In my childhood, trans representation was largely confined to sensationalized daytime talk shows — think “Jerry Springer” — and fictionalized stories of cisgender people reacting with disgust or violence upon learning someone was trans — think of the movies “Boys Don’t Cry,” “The Crying Game,” even “Ace Ventura: Pet Detective.”

In the past several years, popular culture in Hollywood and publishing has begun to elevate and even celebrate trans characters. That’s a welcome change. And yet while we can finally, at least on occasion, see or read accurate stories of our lives, this rise of visibility has coincided with and perhaps even precipitated a widespread political assault on trans people across the country.

This duality felt particularly stark at the Sundance Film Festival in Park City, Utah, last month, where the comedian Will Ferrell and a longtime friend, the former “Saturday Night Live” writer Harper Steele, premiered their film “Will & Harper,” on the same day that the Utah legislature voted on a sweeping bill curtailing the rights of trans people. The film documents the pair’s 17-day road trip from New York to California, which gave Mr. Ferrell a chance to learn about Ms. Steele’s experience as a transgender woman and her decision to come out and live openly as herself at age 59.

The Park City audience gave the film multiple standing ovations. But little attention was paid to efforts to criminalize the presence of trans people in public spaces — including their use of bathrooms and locker rooms — happening just 45 minutes away in Salt Lake City. Indeed, the very premise of the film — traveling across the country — could very well soon switch from comedy to terror, as lawmakers across the United States continue to aggressively train their attention on the bodies of trans people of all ages.

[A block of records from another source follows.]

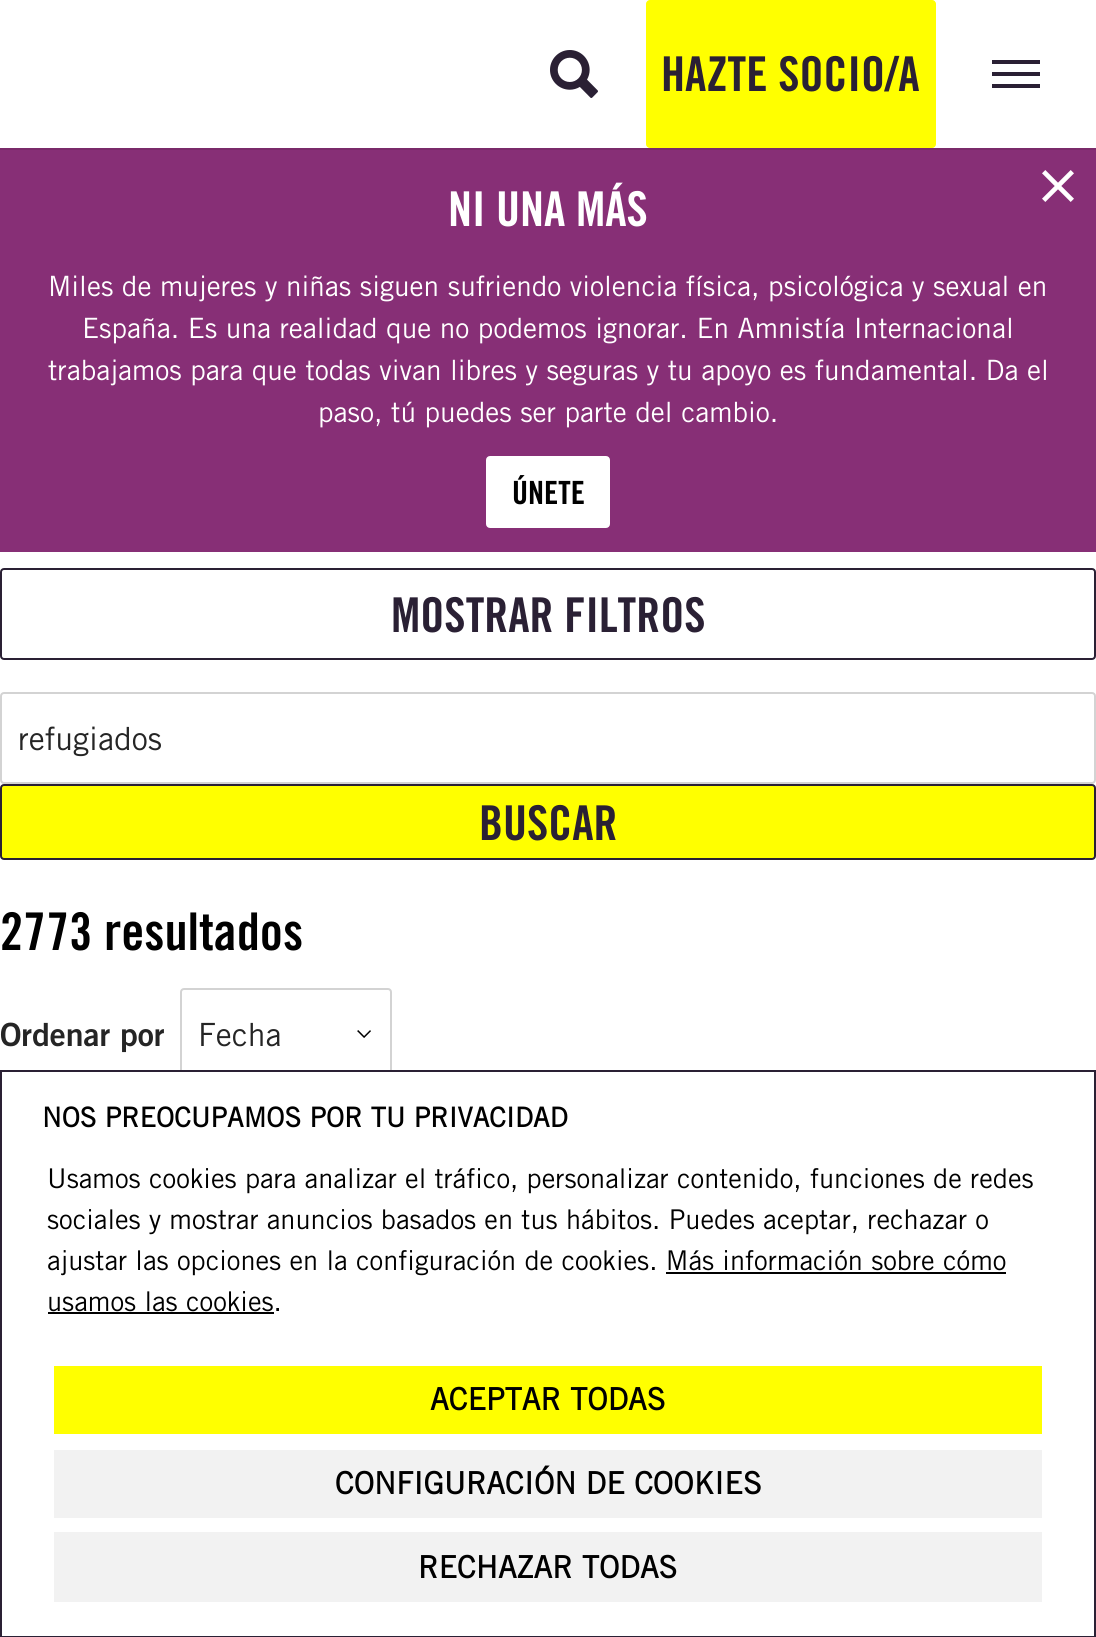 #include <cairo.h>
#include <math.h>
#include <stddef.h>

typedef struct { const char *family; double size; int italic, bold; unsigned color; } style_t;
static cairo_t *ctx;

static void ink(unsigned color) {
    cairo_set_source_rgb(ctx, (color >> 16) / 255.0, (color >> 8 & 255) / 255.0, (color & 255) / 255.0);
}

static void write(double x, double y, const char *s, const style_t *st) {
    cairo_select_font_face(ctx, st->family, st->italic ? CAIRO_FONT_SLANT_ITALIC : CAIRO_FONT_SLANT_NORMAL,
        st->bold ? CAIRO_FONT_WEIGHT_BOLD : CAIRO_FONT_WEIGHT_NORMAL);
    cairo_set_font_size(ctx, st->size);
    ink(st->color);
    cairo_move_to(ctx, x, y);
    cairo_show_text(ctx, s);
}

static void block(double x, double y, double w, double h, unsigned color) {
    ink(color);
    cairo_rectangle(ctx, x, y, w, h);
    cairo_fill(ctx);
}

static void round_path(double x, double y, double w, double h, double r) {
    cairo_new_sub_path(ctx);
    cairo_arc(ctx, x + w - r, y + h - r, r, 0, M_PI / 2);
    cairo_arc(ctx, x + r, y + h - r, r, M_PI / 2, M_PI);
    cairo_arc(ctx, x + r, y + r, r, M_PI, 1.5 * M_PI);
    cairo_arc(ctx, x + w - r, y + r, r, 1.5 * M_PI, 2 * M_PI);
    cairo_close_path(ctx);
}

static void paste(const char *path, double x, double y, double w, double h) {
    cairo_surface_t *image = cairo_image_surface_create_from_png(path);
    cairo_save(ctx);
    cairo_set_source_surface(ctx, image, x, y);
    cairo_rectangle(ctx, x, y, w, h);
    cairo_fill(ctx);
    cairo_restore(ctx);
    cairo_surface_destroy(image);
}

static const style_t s1 = {"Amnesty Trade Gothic", 48, 0, 1, 0x2a2034};
static const style_t s2 = {"Amnesty Trade Gothic", 48, 0, 1, 0xffffff};
static const style_t s3 = {"Amnesty Trade Gothic", 28, 0, 0, 0xffffff};
static const style_t s4 = {"Amnesty Trade Gothic", 32, 0, 1, 0x000000};
static const style_t s5 = {"Amnesty Trade Gothic", 32, 0, 0, 0x252525};
static const style_t s6 = {"Amnesty Trade Gothic", 52, 0, 1, 0x000000};
static const style_t s7 = {"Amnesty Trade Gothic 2", 32, 0, 1, 0x252525};
static const style_t s8 = {"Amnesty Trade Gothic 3", 27.2, 0, 1, 0x000000};
static const style_t s9 = {"Amnesty Trade Gothic", 27.2, 0, 0, 0x000000};
static const style_t s10 = {"Amnesty Trade Gothic 3", 30.6, 0, 1, 0x000000};

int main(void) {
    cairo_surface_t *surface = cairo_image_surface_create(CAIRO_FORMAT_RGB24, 1096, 1637);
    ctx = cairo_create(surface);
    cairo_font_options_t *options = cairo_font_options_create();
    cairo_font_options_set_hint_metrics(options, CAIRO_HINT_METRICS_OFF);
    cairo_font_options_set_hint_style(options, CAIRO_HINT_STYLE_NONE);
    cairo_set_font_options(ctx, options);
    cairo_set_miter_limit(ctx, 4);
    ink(0xffffff);
    cairo_paint(ctx);
    block(0, 148, 1096, 2, 0x7a2a6a);
    paste("pic1.png", 550, 50, 48, 48);
    ink(0xffff00);
    round_path(646, 0, 290, 148, 4);
    cairo_fill(ctx);
    write(661, 91, "HAZTE SOCIO/A", &s1);
    block(992, 72, 48, 4, 0x2a2034);
    block(992, 60, 48, 4, 0x2a2034);
    block(992, 84, 48, 4, 0x2a2034);
    block(0, 150, 1096, 402, 0x872f76);
    write(448, 226, "NI UNA MÁS", &s2);
    write(48, 296, "Miles de mujeres y niñas siguen sufriendo violencia física, psicológica y sexual en", &s3);
    write(82, 338, "España. Es una realidad que no podemos ignorar. En Amnistía Internacional", &s3);
    write(48, 380, "trabajamos para que todas vivan libres y seguras y tu apoyo es fundamental. Da el", &s3);
    write(318, 422, "paso, tú puedes ser parte del cambio.", &s3);
    round_path(487, 457, 122, 70, 3);
    cairo_fill_preserve(ctx);
    cairo_stroke(ctx);
    write(512, 504, "ÚNETE", &s4);
    paste("pic2.png", 1042, 170, 32, 32);
    round_path(1, 569, 1094, 90, 3);
    ink(0x2a2034);
    cairo_stroke(ctx);
    write(391, 632, "MOSTRAR FILTROS", &s1);
    round_path(1, 693, 1094, 90, 3);
    ink(0xd3d3d3);
    cairo_stroke(ctx);
    write(18, 750, "refugiados", &s5);
    ink(0xffff00);
    round_path(1, 785, 1094, 74, 3);
    cairo_fill_preserve(ctx);
    ink(0x2a2034);
    cairo_stroke(ctx);
    write(479, 840, "BUSCAR", &s1);
    write(0, 950, "2773 resultados", &s6);
    write(0, 1046, "Ordenar por", &s7);
    round_path(181, 989, 210, 90, 3);
    ink(0xd3d3d3);
    cairo_stroke(ctx);
    write(198, 1046, "Fecha", &s5);
    paste("pic3.png", 357, 1030, 14, 8);
    block(180, 1072, 212, 8, 0xffffff);
    cairo_rectangle(ctx, 1, 1071, 1094, 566);
    ink(0x2a2034);
    cairo_stroke(ctx);
    write(42, 1127, "NOS PREOCUPAMOS POR TU PRIVACIDAD", &s8);
    write(47, 1188, "Usamos cookies para analizar el tráfico, personalizar contenido, funciones de redes", &s9);
    write(47, 1229, "sociales y mostrar anuncios basados en tus hábitos. Puedes aceptar, rechazar o", &s9);
    write(47, 1270, "ajustar las opciones en la configuración de cookies. Más información sobre cómo", &s9);
    write(47, 1311, "usamos las cookies.", &s9);
    block(666, 1272, 340, 2, 0x000000);
    block(48, 1312, 226, 2, 0x000000);
    block(54, 1366, 988, 68, 0xffff00);
    write(430, 1410, "ACEPTAR TODAS", &s10);
    block(54, 1450, 988, 68, 0xf2f2f2);
    write(335, 1494, "CONFIGURACIÓN DE COOKIES", &s10);
    block(54, 1532, 988, 70, 0xf2f2f2);
    write(418, 1578, "RECHAZAR TODAS", &s10);
    cairo_surface_write_to_png(surface, "screenshot.png");
    cairo_font_options_destroy(options);
    cairo_destroy(ctx);
    cairo_surface_destroy(surface);
    return 0;
}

Films like “Will & Harper” allow cisgender people to see trans people’s full humanity, and they give trans people a welcome chance to see ourselves onscreen. Visibility is a gift when you grow up thinking your existence is impossible. But being invisible can also bring protection. I might not have seen myself onscreen in childhood, but neither did I have to deal with dozens upon dozens of bills filed each year questioning my right to use the restroom that matches my gender, have access to health care, learn about the history of trans people in school or worry about which sports teams I was allowed to play on. Though representation of transness onscreen is crucial for building empathy, trans visibility has also contributed to a false sense that the community possesses a degree of stability and power that, in reality, continues to elude us.

Utah’s bill is just one of over 400 anti-L.G.B.T.Q. bills being considered around the country in the first weeks of 2024 alone, a staggering pace of legislative assault on track to surpass the 510 anti-L.G.B.T.Q. bills that were introduced in 2023. Regardless of whether these bills pass — and some of them will not — they are transforming and worsening trans life in the United States as trans adults and families with trans children try to anticipate and respond to the ever-shifting terrain of legislative interference with our lives.